Solar power prices dropping faster than Moore’s Law

More confirmation that solar power is winning so there’s no excuse for any new pipelines.

tl;dr: Moore’s Law is an analogy. As an analogy, it works. And progress is happening far faster than I projected in my ‘solar Moore’s Law’ piece of 2011.]

Ramez Naam, on his blog, April 2015, Is Moore’s Law Really a Fair Comparison for Solar?

[This is an update of a post I first wrote in March of 2011, responding to criticism of the analogy of Moore’s Law for solar power. Updating in April 2015, on the 50th Anniversary of Moore’s Law, in light of renewed conversation on this topic….

actual progress in solar power module prices has been dramatically faster than I projected.

In the 2011 piece, the graphs project that in 2015, solar modules would cost just under $2 / watt. We’d reach 50 cents per watt in module price around 2030.

We have 50 cent per watt solar module prices today. Solar module prices are 15 years ahead of where those (at the time, optimistic) projections in 2011 placed them.

Say what you will about the analogy of Solar Moore’s Law — the numerical projections of price that I presented in 2011 were too conservative. Price reduction has happened far faster than the historical norm.

And yes, I know the mechanisms are not exactly the same as Moore’s Law for computer chips; that’s why it’s an analogy.

An analogy demonstrating what exponential growth can do, as I pointed out in 2012: computers, mobile phones, the Internet itself, and smart phones all deployed on exponential curves.

One year only a few had even heard of them. Ten years later everybody had them.

And that ten years for solar power started in 2013, with the predictions by former FERC Chair Jon Wellinghoff and me that within a decade more U.S. electric energy will come from solar power than any other source. That’s by 2023. And according to eia and FERC figures, solar deployment is actually going faster than we predicted.

Just like Ramez Naam observes that the prices driving that solar deployment are dropping faster than he predicted.

Solar power will win like the Internet did. Now that a governor who took campaign funds from six different pipeline companies has signed a solar financing bill passed unanimously by both houses of the most corruption-prone legislature, helping make that state, Georgia, the fastest-growing solar market in the country, while coal is crashing, and new pipelines are running into opposition everywhere, it’s becoming obvious to everyone that solar power will win. After all, fixing climate change is profitable, and solar power is the fastest way to get going on that path.
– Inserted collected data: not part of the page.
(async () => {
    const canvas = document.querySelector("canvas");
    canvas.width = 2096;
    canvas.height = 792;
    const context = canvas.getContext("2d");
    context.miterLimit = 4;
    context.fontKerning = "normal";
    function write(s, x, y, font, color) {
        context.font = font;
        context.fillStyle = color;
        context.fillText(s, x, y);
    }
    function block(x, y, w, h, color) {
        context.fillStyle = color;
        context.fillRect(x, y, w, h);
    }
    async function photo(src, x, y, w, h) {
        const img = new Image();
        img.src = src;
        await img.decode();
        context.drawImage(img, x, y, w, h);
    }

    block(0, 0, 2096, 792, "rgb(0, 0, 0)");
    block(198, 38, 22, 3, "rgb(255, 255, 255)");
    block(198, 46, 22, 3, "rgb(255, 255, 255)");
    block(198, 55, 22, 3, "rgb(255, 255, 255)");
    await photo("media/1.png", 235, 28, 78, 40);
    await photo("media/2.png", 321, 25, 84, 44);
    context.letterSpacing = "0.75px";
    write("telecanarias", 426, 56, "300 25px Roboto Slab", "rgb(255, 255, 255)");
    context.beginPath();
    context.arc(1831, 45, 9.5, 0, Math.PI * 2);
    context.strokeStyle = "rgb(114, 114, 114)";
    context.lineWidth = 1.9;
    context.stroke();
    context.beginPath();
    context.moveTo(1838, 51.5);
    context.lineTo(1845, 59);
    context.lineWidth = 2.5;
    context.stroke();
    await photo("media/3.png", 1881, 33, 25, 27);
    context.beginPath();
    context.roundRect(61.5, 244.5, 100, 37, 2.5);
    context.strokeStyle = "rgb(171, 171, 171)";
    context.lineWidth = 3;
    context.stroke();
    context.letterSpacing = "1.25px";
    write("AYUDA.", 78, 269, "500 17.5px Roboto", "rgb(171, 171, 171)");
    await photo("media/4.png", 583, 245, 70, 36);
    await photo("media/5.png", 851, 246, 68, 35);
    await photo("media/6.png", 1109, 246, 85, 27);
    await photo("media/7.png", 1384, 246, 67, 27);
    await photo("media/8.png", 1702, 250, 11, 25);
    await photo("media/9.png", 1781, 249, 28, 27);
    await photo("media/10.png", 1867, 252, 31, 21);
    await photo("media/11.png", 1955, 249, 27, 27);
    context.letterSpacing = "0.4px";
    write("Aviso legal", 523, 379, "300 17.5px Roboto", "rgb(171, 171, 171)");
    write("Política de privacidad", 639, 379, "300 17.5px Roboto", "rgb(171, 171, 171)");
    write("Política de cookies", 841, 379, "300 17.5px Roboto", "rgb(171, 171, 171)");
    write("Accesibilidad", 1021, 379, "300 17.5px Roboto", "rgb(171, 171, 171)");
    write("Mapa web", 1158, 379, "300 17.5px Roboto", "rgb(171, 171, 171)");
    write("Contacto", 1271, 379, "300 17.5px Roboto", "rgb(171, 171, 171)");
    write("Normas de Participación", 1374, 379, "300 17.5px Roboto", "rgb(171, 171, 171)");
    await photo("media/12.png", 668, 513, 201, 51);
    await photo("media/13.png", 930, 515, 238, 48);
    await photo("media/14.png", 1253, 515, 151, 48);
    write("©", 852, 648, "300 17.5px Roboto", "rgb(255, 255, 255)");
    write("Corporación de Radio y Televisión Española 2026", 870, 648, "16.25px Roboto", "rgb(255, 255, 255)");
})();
Not just solar powering the current electrical grid, either. Mark Z. Jacobson’s peer-reviewed Stanford research has laid out a plan for sun, wind, and water power for everything from cars to airplanes by 2050, with 25% by 2025, 80% by 2030, and 90% by 2035.

There is no longer any excuse for building more 20th century pipelines. Let’s stop Sabal Trail and all its kin before they do any more damage.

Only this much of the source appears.